Aim of the task —
Please set down the records exactly, keeping every line.
--- Data for this task Enclosed Below ---
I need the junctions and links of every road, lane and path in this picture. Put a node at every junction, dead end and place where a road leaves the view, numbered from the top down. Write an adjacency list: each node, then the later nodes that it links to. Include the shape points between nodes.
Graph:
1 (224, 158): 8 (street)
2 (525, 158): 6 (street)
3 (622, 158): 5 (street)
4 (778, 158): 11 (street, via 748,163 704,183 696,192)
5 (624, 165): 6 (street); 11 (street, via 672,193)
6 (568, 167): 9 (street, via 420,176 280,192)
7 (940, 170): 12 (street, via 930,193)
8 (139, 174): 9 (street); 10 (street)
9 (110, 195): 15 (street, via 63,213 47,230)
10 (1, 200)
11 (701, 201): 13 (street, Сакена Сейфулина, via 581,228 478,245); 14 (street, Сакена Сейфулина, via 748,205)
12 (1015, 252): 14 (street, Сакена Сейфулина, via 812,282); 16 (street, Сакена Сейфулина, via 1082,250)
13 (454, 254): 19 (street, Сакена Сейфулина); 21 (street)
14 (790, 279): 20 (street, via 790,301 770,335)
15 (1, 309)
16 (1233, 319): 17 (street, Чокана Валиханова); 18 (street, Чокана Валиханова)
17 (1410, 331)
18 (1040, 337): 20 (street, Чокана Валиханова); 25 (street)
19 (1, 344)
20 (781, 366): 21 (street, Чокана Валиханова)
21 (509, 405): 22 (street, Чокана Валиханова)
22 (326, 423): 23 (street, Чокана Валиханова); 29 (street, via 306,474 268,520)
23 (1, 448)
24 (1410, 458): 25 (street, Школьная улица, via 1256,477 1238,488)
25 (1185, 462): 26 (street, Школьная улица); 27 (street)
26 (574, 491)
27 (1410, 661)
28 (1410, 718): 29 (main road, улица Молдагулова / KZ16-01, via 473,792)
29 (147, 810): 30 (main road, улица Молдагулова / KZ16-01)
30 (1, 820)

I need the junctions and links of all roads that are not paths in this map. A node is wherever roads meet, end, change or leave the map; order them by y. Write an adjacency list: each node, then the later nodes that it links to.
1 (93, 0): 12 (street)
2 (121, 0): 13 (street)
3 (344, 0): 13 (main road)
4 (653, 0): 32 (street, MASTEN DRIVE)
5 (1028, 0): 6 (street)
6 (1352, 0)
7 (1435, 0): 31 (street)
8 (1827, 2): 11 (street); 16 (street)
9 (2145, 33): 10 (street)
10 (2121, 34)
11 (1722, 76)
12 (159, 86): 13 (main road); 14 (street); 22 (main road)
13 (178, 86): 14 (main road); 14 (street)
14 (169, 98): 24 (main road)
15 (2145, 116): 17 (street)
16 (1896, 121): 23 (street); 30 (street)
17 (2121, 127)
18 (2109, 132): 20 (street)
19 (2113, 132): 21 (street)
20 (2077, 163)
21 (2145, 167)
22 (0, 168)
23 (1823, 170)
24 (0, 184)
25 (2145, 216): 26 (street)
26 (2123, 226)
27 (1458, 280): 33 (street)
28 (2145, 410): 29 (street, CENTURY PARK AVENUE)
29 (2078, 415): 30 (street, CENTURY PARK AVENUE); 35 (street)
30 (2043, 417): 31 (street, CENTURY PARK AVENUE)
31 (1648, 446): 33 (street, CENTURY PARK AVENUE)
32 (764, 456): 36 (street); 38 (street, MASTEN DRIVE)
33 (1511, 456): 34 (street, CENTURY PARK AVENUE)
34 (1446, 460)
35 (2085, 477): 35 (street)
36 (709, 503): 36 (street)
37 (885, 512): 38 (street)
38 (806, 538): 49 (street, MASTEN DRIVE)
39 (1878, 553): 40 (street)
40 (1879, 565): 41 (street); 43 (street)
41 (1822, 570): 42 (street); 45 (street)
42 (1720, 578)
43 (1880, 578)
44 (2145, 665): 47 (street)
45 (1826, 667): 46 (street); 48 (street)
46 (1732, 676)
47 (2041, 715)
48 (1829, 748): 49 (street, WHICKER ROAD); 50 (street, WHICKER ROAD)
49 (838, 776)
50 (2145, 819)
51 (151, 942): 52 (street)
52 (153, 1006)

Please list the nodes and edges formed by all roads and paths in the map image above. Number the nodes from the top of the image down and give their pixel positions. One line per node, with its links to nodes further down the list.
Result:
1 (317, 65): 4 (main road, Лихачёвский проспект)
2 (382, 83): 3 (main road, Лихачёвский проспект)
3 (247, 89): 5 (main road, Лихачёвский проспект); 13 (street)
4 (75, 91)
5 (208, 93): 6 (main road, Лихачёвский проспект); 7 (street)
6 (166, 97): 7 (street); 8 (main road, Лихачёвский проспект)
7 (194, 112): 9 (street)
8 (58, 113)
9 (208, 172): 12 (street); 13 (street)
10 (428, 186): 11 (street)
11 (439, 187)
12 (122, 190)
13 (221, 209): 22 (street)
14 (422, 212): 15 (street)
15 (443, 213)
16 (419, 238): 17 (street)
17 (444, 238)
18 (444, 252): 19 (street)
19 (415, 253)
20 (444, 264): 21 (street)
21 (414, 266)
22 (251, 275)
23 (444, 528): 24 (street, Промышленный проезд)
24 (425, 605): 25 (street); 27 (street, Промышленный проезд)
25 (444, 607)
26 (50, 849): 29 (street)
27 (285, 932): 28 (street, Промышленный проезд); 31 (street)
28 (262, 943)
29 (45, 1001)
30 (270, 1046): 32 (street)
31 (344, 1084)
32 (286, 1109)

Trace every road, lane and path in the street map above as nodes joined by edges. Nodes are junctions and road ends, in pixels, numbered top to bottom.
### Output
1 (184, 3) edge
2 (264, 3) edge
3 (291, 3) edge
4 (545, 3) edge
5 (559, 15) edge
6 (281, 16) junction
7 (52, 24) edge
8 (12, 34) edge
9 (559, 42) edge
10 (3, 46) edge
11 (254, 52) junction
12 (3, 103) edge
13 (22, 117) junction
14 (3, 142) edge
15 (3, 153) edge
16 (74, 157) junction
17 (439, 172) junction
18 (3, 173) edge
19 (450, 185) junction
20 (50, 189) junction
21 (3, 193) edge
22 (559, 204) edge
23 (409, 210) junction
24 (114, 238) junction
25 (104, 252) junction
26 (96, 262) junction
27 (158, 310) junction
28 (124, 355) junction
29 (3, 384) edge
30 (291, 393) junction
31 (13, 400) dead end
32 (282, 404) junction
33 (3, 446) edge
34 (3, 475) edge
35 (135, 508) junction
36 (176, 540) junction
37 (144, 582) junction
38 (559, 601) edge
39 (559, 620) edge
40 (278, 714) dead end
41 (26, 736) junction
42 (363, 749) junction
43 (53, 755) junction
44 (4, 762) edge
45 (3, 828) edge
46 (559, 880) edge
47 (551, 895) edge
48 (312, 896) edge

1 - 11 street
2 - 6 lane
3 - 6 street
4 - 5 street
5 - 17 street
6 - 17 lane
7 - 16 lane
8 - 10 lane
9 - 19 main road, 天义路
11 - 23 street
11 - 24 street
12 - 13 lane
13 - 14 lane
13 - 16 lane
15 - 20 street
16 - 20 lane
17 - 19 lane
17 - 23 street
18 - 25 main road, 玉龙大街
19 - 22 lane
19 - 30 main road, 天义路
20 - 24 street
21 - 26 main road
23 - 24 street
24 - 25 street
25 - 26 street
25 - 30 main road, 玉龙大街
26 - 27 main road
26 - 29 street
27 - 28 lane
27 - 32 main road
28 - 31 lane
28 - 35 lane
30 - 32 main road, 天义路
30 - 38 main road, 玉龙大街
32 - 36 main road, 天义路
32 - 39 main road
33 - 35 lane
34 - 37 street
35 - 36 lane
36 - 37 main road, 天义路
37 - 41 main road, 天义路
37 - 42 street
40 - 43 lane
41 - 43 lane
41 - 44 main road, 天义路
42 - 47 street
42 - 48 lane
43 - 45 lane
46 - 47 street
--- End of Enclosed Data for this task ---
Exercise output —
I need the junctions and links of every road, lane and path in this picture. Put a node at every junction, dead end and place where a road leaves the view, numbered from the top down. Write an adjacency list: each node, then the later nodes that it links to. Include the shape points between nodes.
Graph:
1 (224, 158): 8 (street)
2 (525, 158): 6 (street)
3 (622, 158): 5 (street)
4 (778, 158): 11 (street, via 748,163 704,183 696,192)
5 (624, 165): 6 (street); 11 (street, via 672,193)
6 (568, 167): 9 (street, via 420,176 280,192)
7 (940, 170): 12 (street, via 930,193)
8 (139, 174): 9 (street); 10 (street)
9 (110, 195): 15 (street, via 63,213 47,230)
10 (1, 200)
11 (701, 201): 13 (street, Сакена Сейфулина, via 581,228 478,245); 14 (street, Сакена Сейфулина, via 748,205)
12 (1015, 252): 14 (street, Сакена Сейфулина, via 812,282); 16 (street, Сакена Сейфулина, via 1082,250)
13 (454, 254): 19 (street, Сакена Сейфулина); 21 (street)
14 (790, 279): 20 (street, via 790,301 770,335)
15 (1, 309)
16 (1233, 319): 17 (street, Чокана Валиханова); 18 (street, Чокана Валиханова)
17 (1410, 331)
18 (1040, 337): 20 (street, Чокана Валиханова); 25 (street)
19 (1, 344)
20 (781, 366): 21 (street, Чокана Валиханова)
21 (509, 405): 22 (street, Чокана Валиханова)
22 (326, 423): 23 (street, Чокана Валиханова); 29 (street, via 306,474 268,520)
23 (1, 448)
24 (1410, 458): 25 (street, Школьная улица, via 1256,477 1238,488)
25 (1185, 462): 26 (street, Школьная улица); 27 (street)
26 (574, 491)
27 (1410, 661)
28 (1410, 718): 29 (main road, улица Молдагулова / KZ16-01, via 473,792)
29 (147, 810): 30 (main road, улица Молдагулова / KZ16-01)
30 (1, 820)

I need the junctions and links of all roads that are not paths in this map. A node is wherever roads meet, end, change or leave the map; order them by y. Write an adjacency list: each node, then the later nodes that it links to.
1 (93, 0): 12 (street)
2 (121, 0): 13 (street)
3 (344, 0): 13 (main road)
4 (653, 0): 32 (street, MASTEN DRIVE)
5 (1028, 0): 6 (street)
6 (1352, 0)
7 (1435, 0): 31 (street)
8 (1827, 2): 11 (street); 16 (street)
9 (2145, 33): 10 (street)
10 (2121, 34)
11 (1722, 76)
12 (159, 86): 13 (main road); 14 (street); 22 (main road)
13 (178, 86): 14 (main road); 14 (street)
14 (169, 98): 24 (main road)
15 (2145, 116): 17 (street)
16 (1896, 121): 23 (street); 30 (street)
17 (2121, 127)
18 (2109, 132): 20 (street)
19 (2113, 132): 21 (street)
20 (2077, 163)
21 (2145, 167)
22 (0, 168)
23 (1823, 170)
24 (0, 184)
25 (2145, 216): 26 (street)
26 (2123, 226)
27 (1458, 280): 33 (street)
28 (2145, 410): 29 (street, CENTURY PARK AVENUE)
29 (2078, 415): 30 (street, CENTURY PARK AVENUE); 35 (street)
30 (2043, 417): 31 (street, CENTURY PARK AVENUE)
31 (1648, 446): 33 (street, CENTURY PARK AVENUE)
32 (764, 456): 36 (street); 38 (street, MASTEN DRIVE)
33 (1511, 456): 34 (street, CENTURY PARK AVENUE)
34 (1446, 460)
35 (2085, 477): 35 (street)
36 (709, 503): 36 (street)
37 (885, 512): 38 (street)
38 (806, 538): 49 (street, MASTEN DRIVE)
39 (1878, 553): 40 (street)
40 (1879, 565): 41 (street); 43 (street)
41 (1822, 570): 42 (street); 45 (street)
42 (1720, 578)
43 (1880, 578)
44 (2145, 665): 47 (street)
45 (1826, 667): 46 (street); 48 (street)
46 (1732, 676)
47 (2041, 715)
48 (1829, 748): 49 (street, WHICKER ROAD); 50 (street, WHICKER ROAD)
49 (838, 776)
50 (2145, 819)
51 (151, 942): 52 (street)
52 (153, 1006)

Please list the nodes and edges formed by all roads and paths in the map image above. Number the nodes from the top of the image down and give their pixel positions. One line per node, with its links to nodes further down the list.
Result:
1 (317, 65): 4 (main road, Лихачёвский проспект)
2 (382, 83): 3 (main road, Лихачёвский проспект)
3 (247, 89): 5 (main road, Лихачёвский проспект); 13 (street)
4 (75, 91)
5 (208, 93): 6 (main road, Лихачёвский проспект); 7 (street)
6 (166, 97): 7 (street); 8 (main road, Лихачёвский проспект)
7 (194, 112): 9 (street)
8 (58, 113)
9 (208, 172): 12 (street); 13 (street)
10 (428, 186): 11 (street)
11 (439, 187)
12 (122, 190)
13 (221, 209): 22 (street)
14 (422, 212): 15 (street)
15 (443, 213)
16 (419, 238): 17 (street)
17 (444, 238)
18 (444, 252): 19 (street)
19 (415, 253)
20 (444, 264): 21 (street)
21 (414, 266)
22 (251, 275)
23 (444, 528): 24 (street, Промышленный проезд)
24 (425, 605): 25 (street); 27 (street, Промышленный проезд)
25 (444, 607)
26 (50, 849): 29 (street)
27 (285, 932): 28 (street, Промышленный проезд); 31 (street)
28 (262, 943)
29 (45, 1001)
30 (270, 1046): 32 (street)
31 (344, 1084)
32 (286, 1109)

Trace every road, lane and path in the street map above as nodes joined by edges. Nodes are junctions and road ends, in pixels, numbered top to bottom.
### Output
1 (184, 3) edge
2 (264, 3) edge
3 (291, 3) edge
4 (545, 3) edge
5 (559, 15) edge
6 (281, 16) junction
7 (52, 24) edge
8 (12, 34) edge
9 (559, 42) edge
10 (3, 46) edge
11 (254, 52) junction
12 (3, 103) edge
13 (22, 117) junction
14 (3, 142) edge
15 (3, 153) edge
16 (74, 157) junction
17 (439, 172) junction
18 (3, 173) edge
19 (450, 185) junction
20 (50, 189) junction
21 (3, 193) edge
22 (559, 204) edge
23 (409, 210) junction
24 (114, 238) junction
25 (104, 252) junction
26 (96, 262) junction
27 (158, 310) junction
28 (124, 355) junction
29 (3, 384) edge
30 (291, 393) junction
31 (13, 400) dead end
32 (282, 404) junction
33 (3, 446) edge
34 (3, 475) edge
35 (135, 508) junction
36 (176, 540) junction
37 (144, 582) junction
38 (559, 601) edge
39 (559, 620) edge
40 (278, 714) dead end
41 (26, 736) junction
42 (363, 749) junction
43 (53, 755) junction
44 (4, 762) edge
45 (3, 828) edge
46 (559, 880) edge
47 (551, 895) edge
48 (312, 896) edge

1 - 11 street
2 - 6 lane
3 - 6 street
4 - 5 street
5 - 17 street
6 - 17 lane
7 - 16 lane
8 - 10 lane
9 - 19 main road, 天义路
11 - 23 street
11 - 24 street
12 - 13 lane
13 - 14 lane
13 - 16 lane
15 - 20 street
16 - 20 lane
17 - 19 lane
17 - 23 street
18 - 25 main road, 玉龙大街
19 - 22 lane
19 - 30 main road, 天义路
20 - 24 street
21 - 26 main road
23 - 24 street
24 - 25 street
25 - 26 street
25 - 30 main road, 玉龙大街
26 - 27 main road
26 - 29 street
27 - 28 lane
27 - 32 main road
28 - 31 lane
28 - 35 lane
30 - 32 main road, 天义路
30 - 38 main road, 玉龙大街
32 - 36 main road, 天义路
32 - 39 main road
33 - 35 lane
34 - 37 street
35 - 36 lane
36 - 37 main road, 天义路
37 - 41 main road, 天义路
37 - 42 street
40 - 43 lane
41 - 43 lane
41 - 44 main road, 天义路
42 - 47 street
42 - 48 lane
43 - 45 lane
46 - 47 street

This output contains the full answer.